(fotografia de Cindy Sherman, "Untitled Film Still #56", 1980)
"Segundo alguns, a alma é o princípio da vida material orgânica; não tem existência própria e cessa com a vida: é o materialismo puro. Nesse sentido, e em comparação, diz-se de um instrumento rachado, que deixou de emitir sons, que já não tem alma. Segundo esta opinião, a alma seria um efeito e não uma causa.

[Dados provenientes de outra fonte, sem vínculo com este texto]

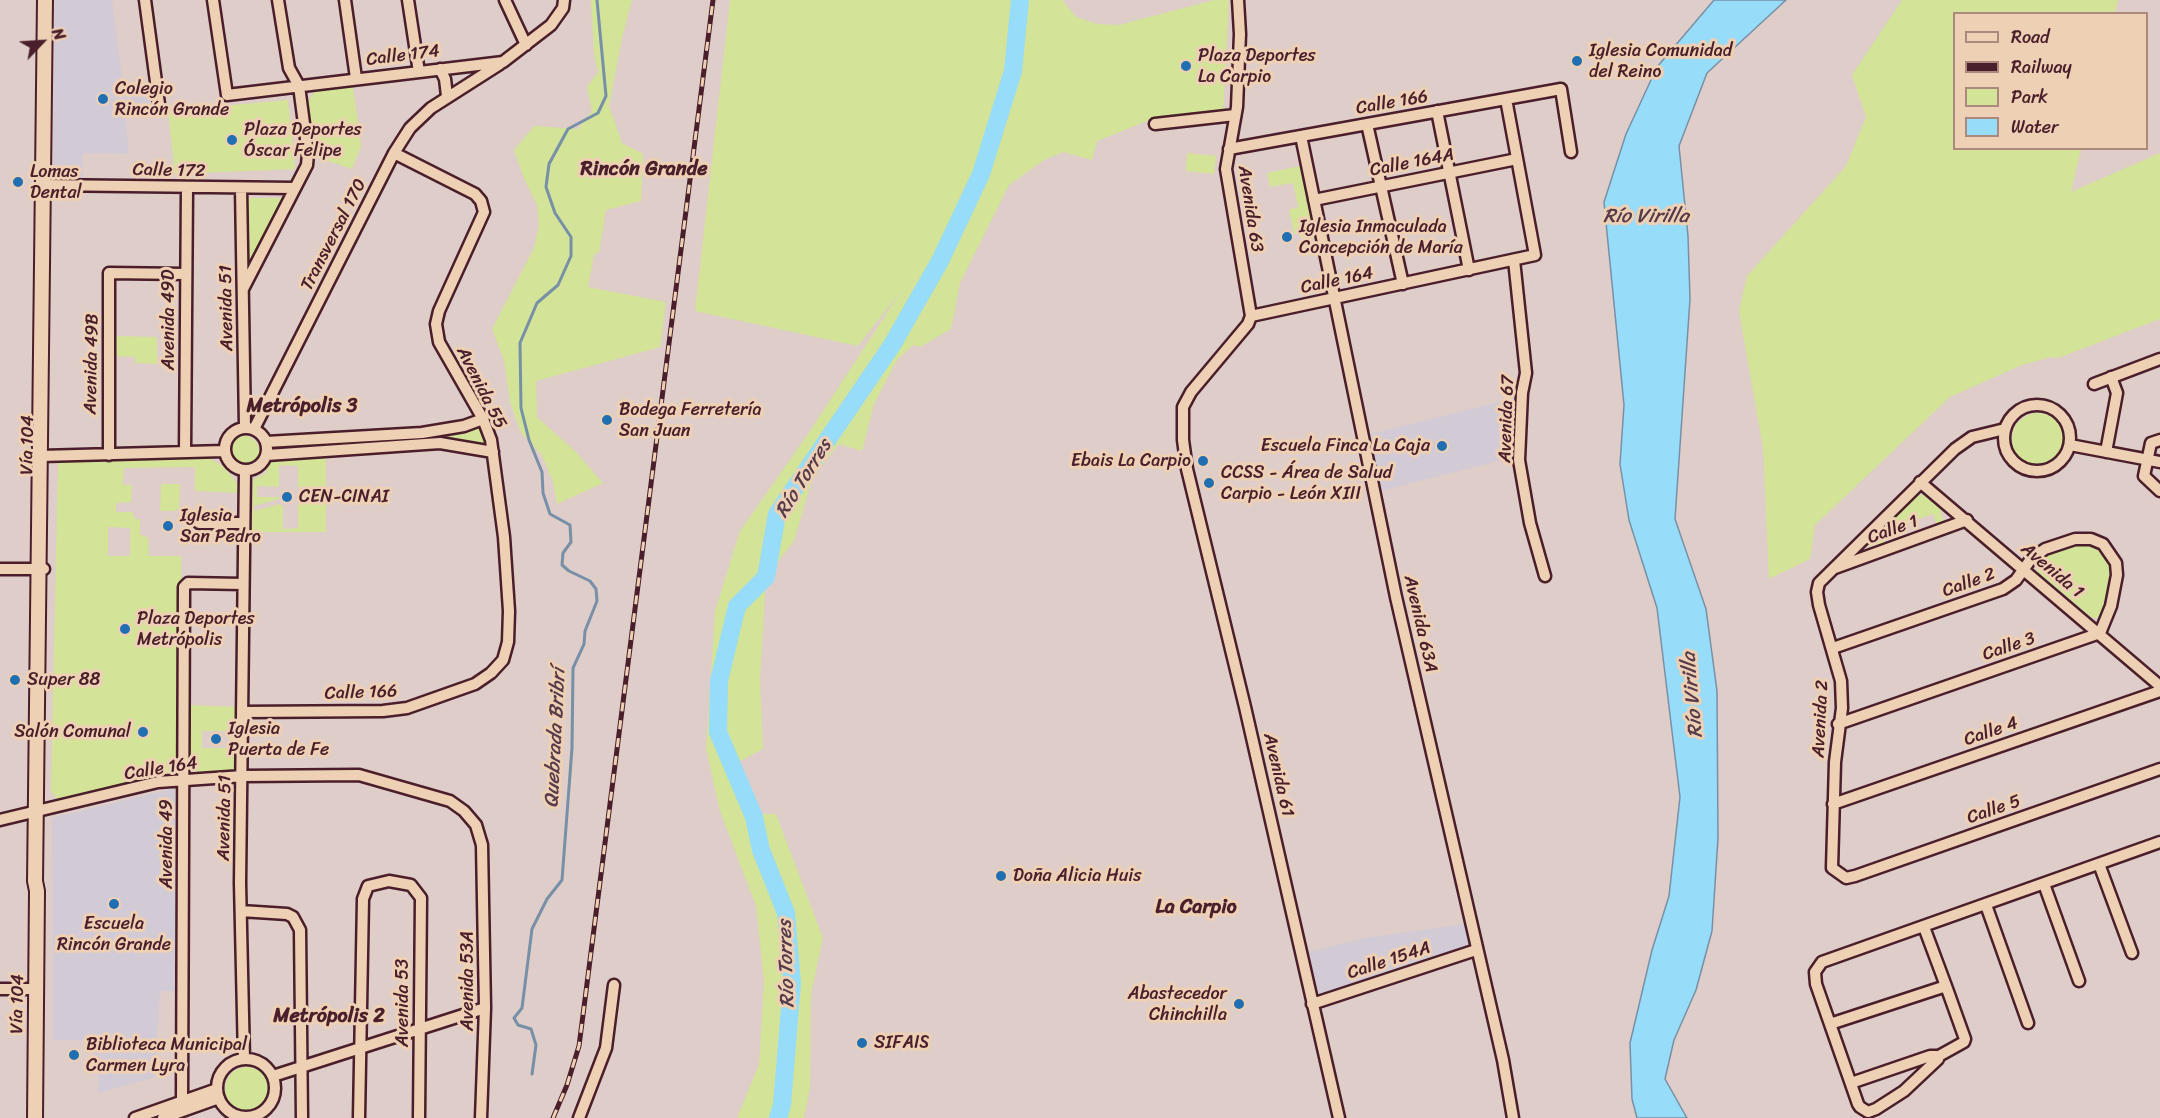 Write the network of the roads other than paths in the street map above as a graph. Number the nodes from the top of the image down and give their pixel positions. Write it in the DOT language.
graph roads {
  1 [pos="45,0"];
  2 [pos="50,0"];
  3 [pos="145,0"];
  4 [pos="213,0"];
  5 [pos="278,0"];
  6 [pos="345,0"];
  7 [pos="408,0"];
  8 [pos="505,0"];
  9 [pos="1238,0"];
  10 [pos="564,4"];
  11 [pos="526,45"];
  12 [pos="503,62"];
  13 [pos="440,69"];
  14 [pos="419,72"];
  15 [pos="356,78"];
  16 [pos="299,86"];
  17 [pos="447,96"];
  18 [pos="1506,99"];
  19 [pos="159,104"];
  20 [pos="1437,111"];
  21 [pos="1235,114"];
  22 [pos="1155,124"];
  23 [pos="1367,124"];
  24 [pos="1301,136"];
  25 [pos="1229,149"];
  26 [pos="1571,152"];
  27 [pos="394,153"];
  28 [pos="1517,159"];
  29 [pos="1448,173"];
  30 [pos="46,185"];
  31 [pos="1380,187"];
  32 [pos="187,188"];
  33 [pos="242,188"];
  34 [pos="293,189"];
  35 [pos="1314,200"];
  36 [pos="1514,260"];
  37 [pos="1469,270"];
  38 [pos="186,274"];
  39 [pos="1402,284"];
  40 [pos="243,289"];
  41 [pos="1334,298"];
  42 [pos="1251,316"];
  43 [pos="2160,359"];
  44 [pos="2111,377"];
  45 [pos="2094,384"];
  46 [pos="483,419"];
  47 [pos="249,428"];
  48 [pos="2005,429"];
  49 [pos="2160,440"];
  50 [pos="266,442"];
  51 [pos="2070,445"];
  52 [pos="224,451"];
  53 [pos="186,452"];
  54 [pos="493,452"];
  55 [pos="2106,452"];
  56 [pos="267,454"];
  57 [pos="109,455"];
  58 [pos="43,456"];
  59 [pos="2147,460"];
  60 [pos="2160,462"];
  61 [pos="245,470"];
  62 [pos="1920,482"];
  63 [pos="2160,491"];
  64 [pos="1967,520"];
  65 [pos="199,523"];
  66 [pos="244,524"];
  67 [pos="0,569"];
  68 [pos="42,569"];
  69 [pos="2024,569"];
  70 [pos="1830,570"];
  71 [pos="1545,576"];
  72 [pos="243,584"];
  73 [pos="2100,633"];
  74 [pos="1833,648"];
  75 [pos="503,660"];
  76 [pos="2160,689"];
  77 [pos="243,712"];
  78 [pos="1838,724"];
  79 [pos="2160,769"];
  80 [pos="243,776"];
  81 [pos="184,779"];
  82 [pos="1833,804"];
  83 [pos="38,812"];
  84 [pos="0,820"];
  85 [pos="482,845"];
  86 [pos="2159,845"];
  87 [pos="2099,864"];
  88 [pos="1838,875"];
  89 [pos="2044,884"];
  90 [pos="1986,905"];
  91 [pos="241,911"];
  92 [pos="1924,927"];
  93 [pos="1476,951"];
  94 [pos="2132,953"];
  95 [pos="2079,981"];
  96 [pos="615,985"];
  97 [pos="1946,986"];
  98 [pos="0,989"];
  99 [pos="36,989"];
  100 [pos="1312,1004"];
  101 [pos="485,1008"];
  102 [pos="2028,1023"];
  103 [pos="1830,1024"];
  104 [pos="419,1028"];
  105 [pos="359,1047"];
  106 [pos="1937,1057"];
  107 [pos="244,1059"];
  108 [pos="302,1066"];
  109 [pos="273,1076"];
  110 [pos="1851,1083"];
  111 [pos="218,1094"];
  112 [pos="182,1102"];
  113 [pos="244,1117"];
  114 [pos="35,1118"];
  115 [pos="135,1118"];
  116 [pos="163,1118"];
  117 [pos="302,1118"];
  118 [pos="359,1118"];
  119 [pos="420,1118"];
  120 [pos="481,1118"];
  121 [pos="579,1118"];
  122 [pos="1339,1118"];
  123 [pos="1513,1118"];
  1 -- 30 [label="main road, Vía 104"];
  2 -- 30 [label="main road, Vía 104"];
  3 -- 19 [label="street"];
  4 -- 16 [label="street, Calle 174"];
  5 -- 16 [label="street"];
  6 -- 15 [label="street"];
  7 -- 14 [label="street"];
  8 -- 11 [label="street"];
  9 -- 21 [label="street, Avenida 63"];
  10 -- 11 [label="street"];
  11 -- 12 [label="street"];
  12 -- 13 [label="street, Calle 174"];
  12 -- 17 [label="street, Transversal 170"];
  13 -- 14 [label="street, Calle 174"];
  13 -- 17 [label="street"];
  14 -- 15 [label="street, Calle 174"];
  15 -- 16 [label="street, Calle 174"];
  16 -- 34 [label="street"];
  17 -- 27 [label="street, Transversal 170"];
  18 -- 20 [label="street, Calle 166"];
  18 -- 26 [label="street, Calle 166"];
  18 -- 28 [label="street"];
  20 -- 23 [label="street, Calle 166"];
  20 -- 29 [label="street"];
  21 -- 22 [label="street"];
  21 -- 25 [label="street, Avenida 63"];
  23 -- 24 [label="street, Calle 166"];
  23 -- 31 [label="street"];
  24 -- 25 [label="street, Calle 166"];
  24 -- 35 [label="street, Avenida 63A"];
  25 -- 42 [label="street, Avenida 63"];
  27 -- 46 [label="street, Avenida 55"];
  27 -- 47 [label="street, Transversal 170"];
  28 -- 29 [label="street, Calle 164A"];
  28 -- 36 [label="street, Calle 164"];
  29 -- 31 [label="street, Calle 164A"];
  29 -- 37 [label="street"];
  30 -- 32 [label="street, Calle 172"];
  30 -- 58 [label="main road, Vía 104"];
  31 -- 35 [label="street, Calle 164A"];
  31 -- 39 [label="street"];
  32 -- 33 [label="street, Calle 172"];
  32 -- 38 [label="street, Avenida 49D"];
  33 -- 34 [label="street, Calle 172"];
  33 -- 40 [label="street, Avenida 51"];
  34 -- 40 [label="street"];
  35 -- 41 [label="street, Avenida 63A"];
  36 -- 37 [label="street, Calle 164"];
  36 -- 71 [label="street, Avenida 67"];
  37 -- 39 [label="street, Calle 164"];
  38 -- 53 [label="street, Avenida 49D"];
  38 -- 57 [label="street, Avenida 49B"];
  39 -- 41 [label="street, Calle 164"];
  40 -- 47 [label="street, Avenida 51"];
  41 -- 42 [label="street, Calle 164"];
  41 -- 93 [label="street, Avenida 63A"];
  42 -- 100 [label="street, Avenida 61"];
  43 -- 44 [label="street"];
  44 -- 45 [label="street"];
  44 -- 55 [label="street"];
  46 -- 50 [label="street"];
  46 -- 54 [label="street, Avenida 55"];
  47 -- 50 [label="street"];
  47 -- 52 [label="street"];
  48 -- 51 [label="street"];
  48 -- 51 [label="street"];
  48 -- 62 [label="street"];
  49 -- 59 [label="street"];
  50 -- 56 [label="street"];
  51 -- 55 [label="street"];
  52 -- 53 [label="street"];
  52 -- 61 [label="street"];
  53 -- 57 [label="street"];
  54 -- 56 [label="street"];
  54 -- 75 [label="street, Avenida 55"];
  55 -- 59 [label="street"];
  56 -- 61 [label="street"];
  57 -- 58 [label="street"];
  58 -- 68 [label="main road, Vía 104"];
  59 -- 60 [label="street"];
  59 -- 63 [label="street"];
  61 -- 66 [label="street, Avenida 51"];
  62 -- 64 [label="street, Avenida 1"];
  62 -- 70 [label="street"];
  64 -- 69 [label="street, Avenida 1"];
  64 -- 70 [label="street, Calle 1"];
  65 -- 66 [label="street"];
  66 -- 72 [label="street, Avenida 51"];
  67 -- 68 [label="street"];
  68 -- 83 [label="main road, Vía 104"];
  69 -- 73 [label="street, Avenida 1"];
  69 -- 73 [label="street, Calle 2"];
  69 -- 74 [label="street, Calle 2"];
  70 -- 74 [label="street, Avenida 2"];
  72 -- 77 [label="street, Avenida 51"];
  72 -- 81 [label="street, Avenida 49"];
  73 -- 76 [label="street, Avenida 1"];
  73 -- 78 [label="street, Calle 3"];
  74 -- 78 [label="street, Avenida 2"];
  75 -- 77 [label="street, Calle 166"];
  76 -- 82 [label="street, Calle 4"];
  77 -- 80 [label="street, Avenida 51"];
  78 -- 82 [label="street, Avenida 2"];
  79 -- 88 [label="street, Calle 5"];
  80 -- 81 [label="street, Calle 164"];
  80 -- 85 [label="street, Calle 164"];
  80 -- 91 [label="street, Avenida 51"];
  81 -- 83 [label="street, Calle 164"];
  81 -- 112 [label="street, Avenida 49"];
  82 -- 88 [label="street, Avenida 2"];
  83 -- 84 [label="street"];
  83 -- 99 [label="main road, Vía 104"];
  85 -- 101 [label="street, Avenida 53A"];
  86 -- 87 [label="street"];
  87 -- 89 [label="street"];
  87 -- 94 [label="street"];
  89 -- 90 [label="street"];
  89 -- 95 [label="street"];
  90 -- 92 [label="street"];
  90 -- 102 [label="street"];
  91 -- 107 [label="street, Avenida 51"];
  91 -- 108 [label="street"];
  92 -- 97 [label="street"];
  92 -- 103 [label="street"];
  93 -- 100 [label="street, Calle 154A"];
  93 -- 123 [label="street, Avenida 63A"];
  96 -- 121 [label="street"];
  97 -- 103 [label="street"];
  97 -- 106 [label="street"];
  98 -- 99 [label="street"];
  99 -- 114 [label="main road, Vía 104"];
  100 -- 122 [label="street, Avenida 61"];
  101 -- 104 [label="street"];
  101 -- 120 [label="street, Avenida 53A"];
  103 -- 110 [label="street"];
  104 -- 105 [label="street"];
  104 -- 105 [label="street, Avenida 53"];
  104 -- 119 [label="street, Avenida 53"];
  105 -- 108 [label="street"];
  105 -- 118 [label="street"];
  106 -- 110 [label="street"];
  106 -- 110 [label="street"];
  107 -- 109 [label="street"];
  107 -- 111 [label="street"];
  108 -- 109 [label="street"];
  108 -- 117 [label="street"];
  109 -- 113 [label="street"];
  111 -- 112 [label="street"];
  111 -- 113 [label="street"];
  111 -- 116 [label="street"];
  112 -- 115 [label="street"];
}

Há outros que pensam que a alma é o princípio da inteligência, agente universal do qual cada ser absorve uma certa porção. Segundo estes, haveria em todo o Universo apenas uma única alma, distribuidora de centelhas pelos diversos seres inteligentes durante toda a sua vida. Após a morte, cada centelha regressa à fonte comum onde se confunde no todo, tal como os regatos e os rios voltam ao mar de onde saíram. Esta opinião difere da precedente, no sentido em que, tendo em conta a hipótese lançada, há em nós mais do que matéria, subsistindo alguma coisa após a morte. Contudo, é quase como se nada subsistisse; isto porque, destituídos de individualidade, deixaríamos de ter consciência de nós próprios. Nesta acepção, Deus seria a alma universal, sendo cada ser uma parcela da Divindade. Estaríamos perante uma variante do panteísmo.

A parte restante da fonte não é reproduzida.